Diventato prete, ricevette alcune proposte come istitutore a Genova o come cappellano. Egli però si rifiutò di accettare tali funzioni sia per una propria inclinazione all’umiltà, sia per le accese omelie di Giuseppe Cafasso, che accusava i sacerdoti di ingordigia e avidità, sia per la perentoria affermazione della madre Margherita: Se per sventura diventerai ricco, non metterò mai più piede a ca­sa tua.

Insieme a Don Cafasso cominciò a visitare anche le carceri e inorridì di fronte al degrado nel quale vivevano giovani dai 12 ai 18 anni, rosicchiati dagli insetti e desiderosi di mangiare anche un misero tozzo di pane. Dopo diversi giorni di riluttanza, i carcerati decisero di avvicinarsi al sacerdote, raccontandogli le loro vite e i loro tormenti. Don Bosco sapeva che quei ragazzi sarebbero andati alla rovina senza una guida e quindi si fece promettere che, non appena essi fossero usciti di prigione, lo avrebbero raggiunto alla chiesa di San Francesco.

Nell’autunno del 1844 don Giuseppe Cafasso comunicò a Don Bosco che sarebbe divenuto il direttore dell’Ospedale di Santa Filomena, così che facesse conoscenza con don Giovanni Borel, sacerdote legato al Re stesso, che avrebbe potuto aiutarlo economicamente nella gestione dell’Oratorio. Egli sarebbe divenuto in seguito il direttore ufficiale di tale associazione.

Il 12 aprile 1846, giorno di Pasqua, finalmente don Bosco trovò un posto per i suoi ragazzi, una tettoia con un pezzo di prato: la tettoia Pinardi, a Valdocco. Nel 1854 don Bosco diede inizio alla Società Salesiana, con la quale assicurò la stabilità delle sue opere e del suo spirito anche per gli anni futuri. Dieci anni dopo pose la prima pietra del santuario di Maria Ausiliatrice. Nel 1872, con S. Maria Domenica Mazzarello, fondò l’Istituto delle Figlie di Maria Ausiliatrice, con lo scopo di educare, con il medesimo spirito, la gioventù femminile.

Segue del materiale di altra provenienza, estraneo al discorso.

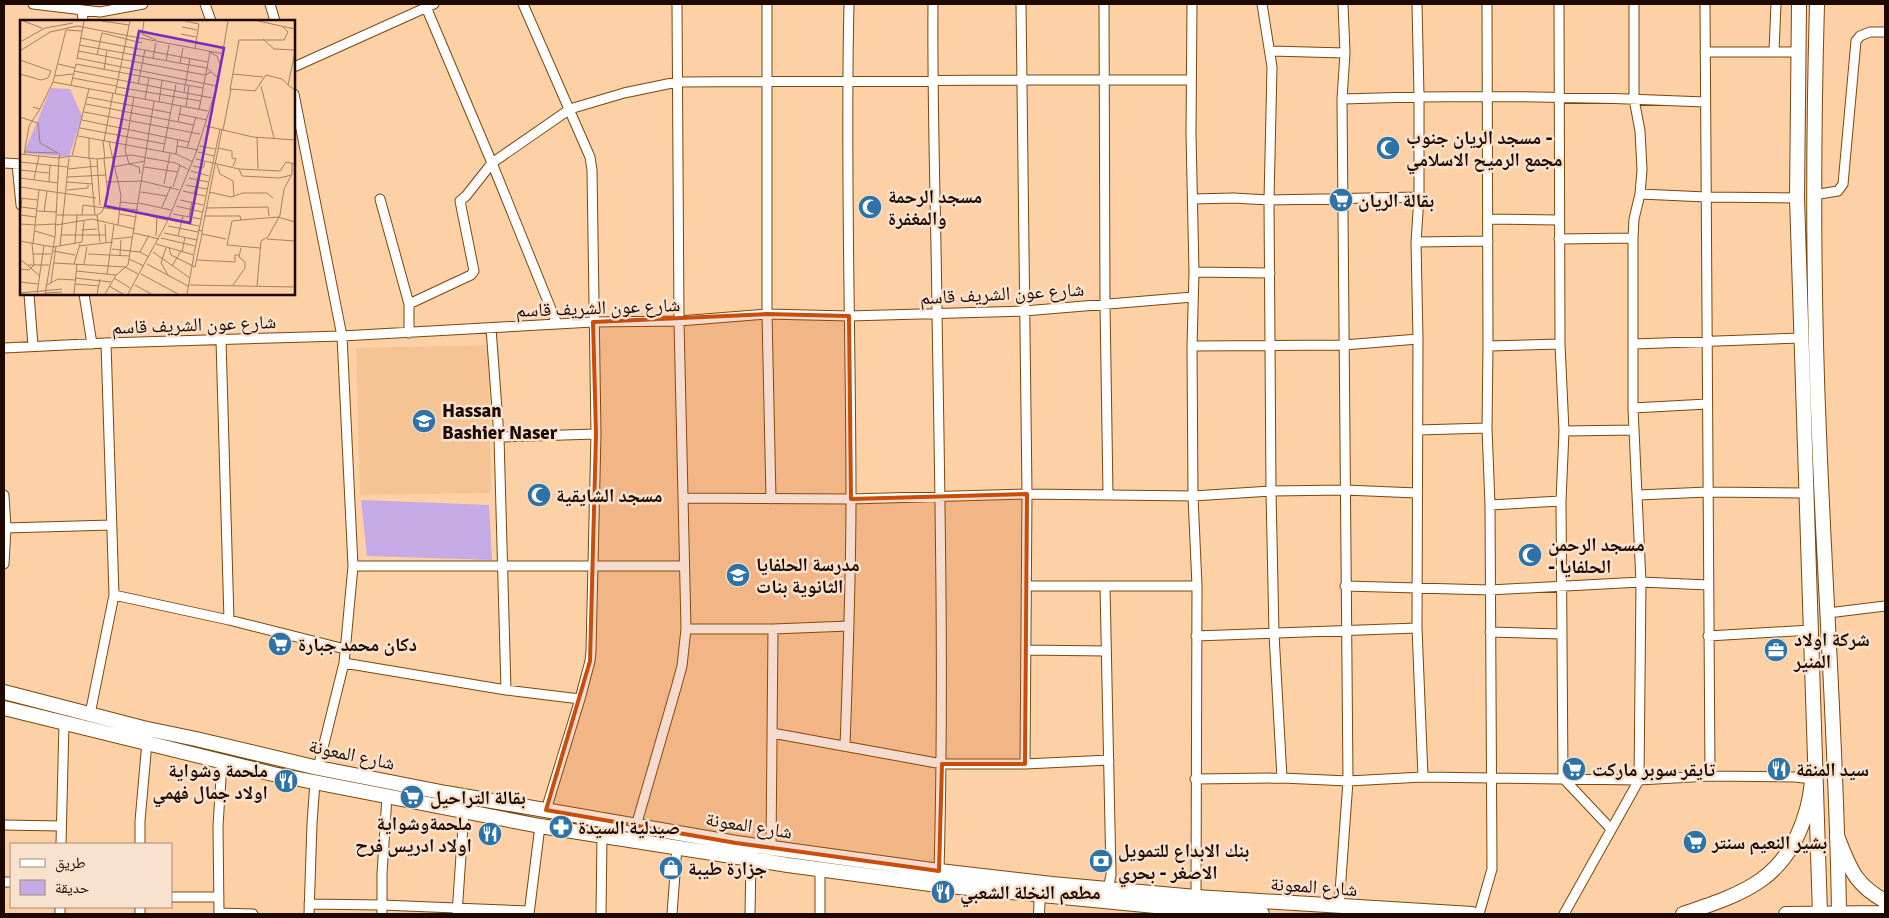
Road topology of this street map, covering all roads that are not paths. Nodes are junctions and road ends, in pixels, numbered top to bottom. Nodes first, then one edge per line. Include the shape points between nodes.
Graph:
1 (33, 4) edge
2 (138, 4) edge
3 (205, 4) edge
4 (270, 4) edge
5 (523, 4) edge
6 (677, 4) edge
7 (767, 4) edge
8 (849, 4) edge
9 (934, 4) edge
10 (1021, 4) edge
11 (1104, 4) edge
12 (1192, 4) edge
13 (1262, 4) edge
14 (1343, 4) edge
15 (1417, 4) edge
16 (1487, 4) edge
17 (1559, 4) edge
18 (1634, 4) edge
19 (1705, 4) edge
20 (1776, 4) edge
21 (1799, 4) edge
22 (1817, 4) edge
23 (430, 5) edge
24 (82, 10) junction
25 (83, 20) edge
26 (211, 20) edge
27 (275, 20) edge
28 (1885, 32) edge
29 (1271, 51) junction
30 (1774, 51) junction
31 (1705, 52) junction
32 (1798, 52) junction
33 (1344, 53) junction
34 (295, 67) edge
35 (932, 80) junction
36 (1021, 80) junction
37 (1104, 80) junction
38 (1191, 80) junction
39 (677, 82) junction
40 (768, 82) junction
41 (847, 82) junction
42 (1419, 96) junction
43 (1488, 96) junction
44 (1559, 98) junction
45 (295, 99) edge
46 (1342, 99) junction
47 (1634, 99) junction
48 (1705, 102) junction
49 (570, 109) junction
50 (4, 163) edge
51 (492, 163) junction
52 (19, 164) edge
53 (20, 185) edge
54 (1640, 194) junction
55 (1813, 195) junction
56 (1419, 197) junction
57 (1706, 197) junction
58 (1797, 198) junction
59 (380, 199) dead end
60 (1193, 200) junction
61 (1269, 200) junction
62 (1343, 200) junction
63 (1488, 219) junction
64 (1558, 220) junction
65 (1633, 238) junction
66 (1559, 239) junction
67 (1488, 241) junction
68 (1416, 242) junction
69 (1194, 272) junction
70 (1270, 273) junction
71 (29, 295) edge
72 (84, 295) edge
73 (1193, 297) junction
74 (409, 304) junction
75 (1104, 304) junction
76 (1024, 311) junction
77 (937, 313) junction
78 (767, 314) junction
79 (849, 316) junction
80 (679, 321) junction
81 (593, 322) junction
82 (557, 324) junction
83 (491, 328) junction
84 (409, 333) junction
85 (342, 336) junction
86 (1801, 338) junction
87 (1418, 339) junction
88 (220, 340) junction
89 (106, 342) junction
90 (1707, 342) junction
91 (92, 344) junction
92 (1560, 344) junction
93 (1634, 344) junction
94 (1269, 345) junction
95 (1344, 345) junction
96 (33, 346) junction
97 (1192, 346) junction
98 (1488, 346) junction
99 (4, 348) edge
100 (1707, 404) junction
101 (1633, 408) junction
102 (1487, 428) junction
103 (1418, 430) junction
104 (1634, 430) junction
105 (1564, 431) junction
106 (596, 434) junction
107 (498, 437) junction
108 (1345, 490) junction
109 (1271, 491) junction
110 (1708, 492) junction
111 (1417, 493) junction
112 (1806, 493) junction
113 (1027, 494) junction
114 (1108, 494) junction
115 (4, 495) edge
116 (1638, 495) junction
117 (938, 496) junction
118 (1193, 496) junction
119 (684, 498) junction
120 (771, 499) junction
121 (851, 499) junction
122 (1561, 501) junction
123 (1490, 505) junction
124 (111, 525) junction
125 (6, 528) junction
126 (4, 560) edge
127 (594, 565) junction
128 (353, 566) junction
129 (502, 566) junction
130 (684, 566) junction
131 (1641, 582) junction
132 (1708, 585) junction
133 (1026, 586) junction
134 (1105, 586) junction
135 (1197, 586) junction
136 (1345, 586) junction
137 (1561, 586) junction
138 (1418, 589) junction
139 (1490, 590) junction
140 (114, 595) junction
141 (1885, 606) edge
142 (1828, 613) junction
143 (229, 620) junction
144 (849, 626) junction
145 (1417, 628) junction
146 (686, 629) junction
147 (773, 629) junction
148 (1811, 630) junction
149 (1346, 632) junction
150 (1490, 632) junction
151 (1274, 634) junction
152 (1562, 634) junction
153 (1196, 636) junction
154 (1708, 636) junction
155 (345, 649) junction
156 (1026, 650) junction
157 (1106, 651) junction
158 (344, 663) junction
159 (506, 690) junction
160 (4, 692) edge
161 (580, 699) junction
162 (4, 708) edge
163 (90, 714) junction
164 (64, 724) junction
165 (772, 733) junction
166 (147, 742) junction
167 (845, 746) junction
168 (1109, 760) junction
169 (1835, 760) junction
170 (222, 762) junction
171 (942, 764) junction
172 (1025, 764) junction
173 (1814, 770) junction
174 (317, 775) junction
175 (1710, 776) junction
176 (1423, 777) junction
177 (1282, 778) junction
178 (1563, 778) junction
179 (1195, 779) junction
180 (1492, 779) junction
181 (1639, 780) junction
182 (1348, 781) junction
183 (387, 796) junction
184 (546, 810) junction
185 (464, 811) junction
186 (4, 825) edge
187 (61, 826) junction
188 (540, 826) junction
189 (636, 826) junction
190 (1611, 829) junction
191 (602, 835) junction
192 (1837, 836) junction
193 (61, 843) edge
194 (140, 843) edge
195 (677, 847) junction
196 (771, 848) junction
197 (751, 859) junction
198 (820, 869) junction
199 (939, 871) junction
200 (1040, 889) junction
201 (1108, 889) junction
202 (172, 897) edge
203 (219, 897) junction
204 (1196, 897) junction
205 (1885, 901) edge
206 (310, 904) junction
207 (1339, 906) junction
208 (382, 910) edge
209 (457, 911) edge
210 (529, 913) edge
211 (1885, 913) edge
212 (219, 914) edge
213 (253, 914) edge
214 (309, 914) edge
215 (601, 914) edge
216 (672, 914) edge
217 (750, 914) edge
218 (820, 914) edge
219 (1039, 914) edge
220 (1262, 914) edge
221 (1472, 914) edge
222 (1479, 914) edge
223 (1564, 914) edge
224 (1683, 914) edge
225 (1786, 914) edge
226 (1820, 914) edge
227 (1839, 914) edge

1 - 24 street
2 - 24 street via 100,12
3 - 26 street
4 - 27 street
5 - 49 street
6 - 39 street
7 - 40 street
8 - 41 street
9 - 35 street
10 - 36 street
11 - 37 street
12 - 38 street
13 - 29 street
14 - 33 street
15 - 42 street
16 - 43 street
17 - 44 street
18 - 47 street
19 - 31 street
20 - 30 street
21 - 32 main road
22 - 55 main road
23 - 34 street
23 - 51 street
24 - 25 street
28 - 55 street via 1865,34 1856,42 1844,184 1838,191
29 - 33 street
29 - 61 street
30 - 31 street
30 - 32 street
31 - 48 street
32 - 58 main road
33 - 46 street
35 - 36 street
35 - 41 street
35 - 77 street
36 - 37 street
36 - 76 street
37 - 38 street
37 - 75 street
38 - 60 street
39 - 40 street
39 - 49 street
39 - 80 street
40 - 41 street
40 - 78 street
41 - 79 street
42 - 43 street
42 - 46 street
42 - 56 street
43 - 44 street
43 - 63 street
44 - 47 street
44 - 64 street
45 - 85 street
46 - 62 street
47 - 48 street
47 - 54 street via 1642,148
48 - 57 street
49 - 51 street
49 - 81 street via 590,157 592,170
50 - 52 street
51 - 74 street via 460,201 474,270 471,275
51 - 82 street
52 - 53 street
54 - 57 street
54 - 65 street
55 - 142 main road via 1819,432
56 - 62 street
56 - 68 street
57 - 58 street
57 - 90 street
58 - 86 main road
59 - 74 street
60 - 61 street
60 - 69 street
61 - 62 street
61 - 70 street
62 - 95 street
63 - 64 street
63 - 67 street
64 - 66 street
65 - 66 street
65 - 93 street
66 - 92 street
67 - 68 street
67 - 98 street
68 - 87 street
69 - 70 street
69 - 73 street
70 - 94 street
71 - 96 street
72 - 91 street
73 - 75 street, شارع عون الشريف قاسم
73 - 97 street
74 - 84 street
75 - 76 street, شارع عون الشريف قاسم
75 - 114 street
76 - 77 street, شارع عون الشريف قاسم
76 - 113 street
77 - 79 street, شارع عون الشريف قاسم
77 - 117 street
78 - 79 street, شارع عون الشريف قاسم
78 - 80 street, شارع عون الشريف قاسم
78 - 120 street
79 - 121 street
80 - 81 street, شارع عون الشريف قاسم
80 - 119 street
81 - 82 street, شارع عون الشريف قاسم
81 - 106 street
82 - 83 street, شارع عون الشريف قاسم
83 - 84 street, شارع عون الشريف قاسم
83 - 107 street
84 - 85 street, شارع عون الشريف قاسم
85 - 88 street, شارع عون الشريف قاسم
85 - 128 street
86 - 90 street
86 - 112 main road
87 - 95 street
87 - 103 street
88 - 89 street, شارع عون الشريف قاسم
88 - 143 street
89 - 91 street, شارع عون الشريف قاسم
89 - 124 street
90 - 93 street
90 - 100 street
91 - 96 street, شارع عون الشريف قاسم
92 - 98 street
92 - 105 street
93 - 101 street
94 - 95 street
94 - 97 street
94 - 109 street
95 - 108 street
96 - 99 street, شارع عون الشريف قاسم
97 - 118 street
98 - 102 street
100 - 101 street
100 - 110 street
101 - 104 street
102 - 103 street
102 - 123 street
103 - 111 street
104 - 105 street
104 - 116 street
105 - 122 street
106 - 107 street
106 - 127 street
107 - 129 street
108 - 109 street
108 - 111 street
108 - 136 street
109 - 118 street
109 - 151 street
110 - 112 street
110 - 116 street
110 - 132 street
111 - 138 street
112 - 148 main road
113 - 114 street
113 - 117 street
113 - 133 street
114 - 118 street
115 - 125 street
116 - 131 street
117 - 121 street
117 - 171 street
118 - 135 street
119 - 120 street
119 - 130 street
120 - 121 street
121 - 144 street
122 - 123 street
122 - 137 street
123 - 139 street
124 - 125 street
124 - 140 street
125 - 126 street
127 - 129 street
127 - 130 street
127 - 161 street via 590,660
128 - 129 street
128 - 155 street
129 - 159 street
130 - 146 street
131 - 132 street
131 - 137 street
131 - 181 street
132 - 154 street
133 - 134 street
133 - 156 street
134 - 135 street
134 - 157 street
135 - 153 street
136 - 138 street
136 - 149 street
137 - 139 street
137 - 152 street
138 - 139 street
138 - 145 street
139 - 150 street
140 - 143 street
140 - 163 street
141 - 142 street
142 - 169 main road
143 - 155 street
144 - 147 street
144 - 167 street
145 - 149 street
145 - 176 street
146 - 147 street
146 - 189 street via 682,666
147 - 165 street
148 - 154 street
148 - 173 main road
149 - 151 street
149 - 182 street
150 - 152 street
150 - 180 street
151 - 153 street
151 - 177 street
152 - 178 street
153 - 179 street
154 - 175 street
155 - 158 street
156 - 157 street
156 - 172 street
157 - 168 street
158 - 159 street
158 - 174 street
159 - 161 street
160 - 163 main road, شارع المعونة
161 - 184 street
162 - 164 main road, شارع المعونة
163 - 174 main road, شارع المعونة
164 - 166 main road, شارع المعونة
164 - 187 street
165 - 167 street
165 - 196 street
166 - 170 main road, شارع المعونة
166 - 194 street
167 - 171 street
168 - 172 street
168 - 201 street via 1111,875
169 - 173 main road
169 - 192 main road
170 - 174 main road, شارع المعونة
170 - 203 street via 218,826
171 - 172 street
171 - 199 street
173 - 175 street via 1795,777
173 - 224 main road via 1808,808 1798,835 1766,878 1742,892
173 - 226 main road
174 - 183 main road, شارع المعونة
174 - 184 main road, شارع المعونة
174 - 206 street
175 - 181 street
176 - 180 street
176 - 182 street
177 - 179 street
177 - 182 street
178 - 180 street
178 - 181 street
178 - 190 street
179 - 204 street
180 - 222 street via 1492,869
181 - 190 street
182 - 207 street
183 - 185 main road, شارع المعونة
183 - 208 street
184 - 189 main road, شارع المعونة
185 - 188 main road, شارع المعونة
185 - 209 street
186 - 187 street
187 - 193 street
188 - 191 main road, شارع المعونة
188 - 210 street
189 - 196 main road, شارع المعونة
190 - 223 street
191 - 195 main road, شارع المعونة
191 - 215 street
192 - 205 main road via 1860,883
192 - 227 main road
195 - 197 main road, شارع المعونة
195 - 216 street
196 - 199 main road, شارع المعونة
197 - 198 main road, شارع المعونة
197 - 217 street
198 - 200 main road, شارع المعونة via 938,885
198 - 218 street
199 - 200 main road, شارع المعونة
200 - 201 main road, شارع المعونة
200 - 219 street
200 - 220 main road, شارع المعونة via 1196,910
201 - 204 main road, شارع المعونة
202 - 203 street
203 - 212 street
204 - 207 main road, شارع المعونة
206 - 208 street
206 - 214 street
207 - 221 main road, شارع المعونة
208 - 209 street
209 - 210 street
211 - 227 main road
212 - 213 street
225 - 226 main road
226 - 227 main road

In quegli anni molti collegi e istituti scolastici decentrati, furono fondati in Piemonte.

Negli anni successivi, promosse numerose missioni in Argentina.

Don Bosco morì a Torino il 31 gennaio del 1888 ed il suo corpo è attualmente esposto all’interno di un’urna nel Santuario di Maria Ausiliatrice.

Il messaggio educativo si condensò attorno a tre parole: ragione, religione, amorevolezza. Alla base del suo sistema preventivo ci fu un profondo amore per i giovani, chiave di tutta la sua opera educativa.

Il 2 giugno 1929 Papa Pio XI beatificò, dichiarandolo santo il 1º aprile 1934, giorno di Pasqua.